- Born: October 10, 1958 (age 67) Sydney, Nova Scotia

Curling career
- Brier appearances: 7 (1989, 1992, 1995, 2003, 2004, 2006, 2009)
- World Championship appearances: (2004)
- Top CTRS ranking: 7th (2003-04)

Medal record
Men's Curling
Representing Nova Scotia
Brier
| Gold medal – first place | 2004 Nokia Brier |  |
| Silver medal – second place | 2003 Nokia Brier |  |
| Bronze medal – third place | 2006 Tim Hortons Brier |  |
World Curling Championships
| Bronze medal – third place | 2004 Gävle |  |

= Bruce Lohnes =

Canadian curler

Bruce D. Lohnes (born October 10, 1958) is a Canadian curler from Valley, Nova Scotia. Lohnes is a former Brier champion and World Championship bronze medallist. Lohnes is currently a high performance junior coach with the Nova Scotia Curling Association.

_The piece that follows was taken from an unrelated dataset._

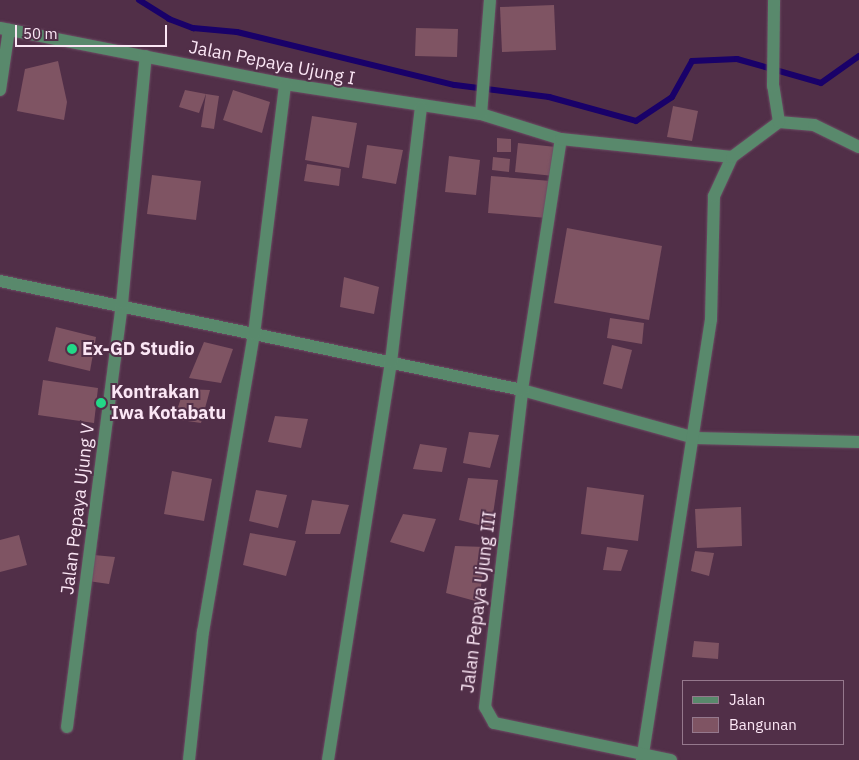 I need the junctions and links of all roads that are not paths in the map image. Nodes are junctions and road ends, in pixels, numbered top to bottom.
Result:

Lohnes joined the Mark Dacey rink prior to the 2002-03 season, playing third on the team. Representing Nova Scotia, they would go on to win the 2004 Nokia Brier and a bronze at the 2004 Ford World Curling Championships for Canada. The team had been to three Briers together, returning in 2006, winning a bronze medal and 2009, finishing 10th. Lohnes had also been to three other Briers, but with different teams. He played third for Ragnar Kamp in 1989, third for David Jones in 1992 and as a skip in 1995.

==Personal life==
Lohnes is retired from the Nova Scotia Department of Natural Resources. He is married to Carolyn Stewart.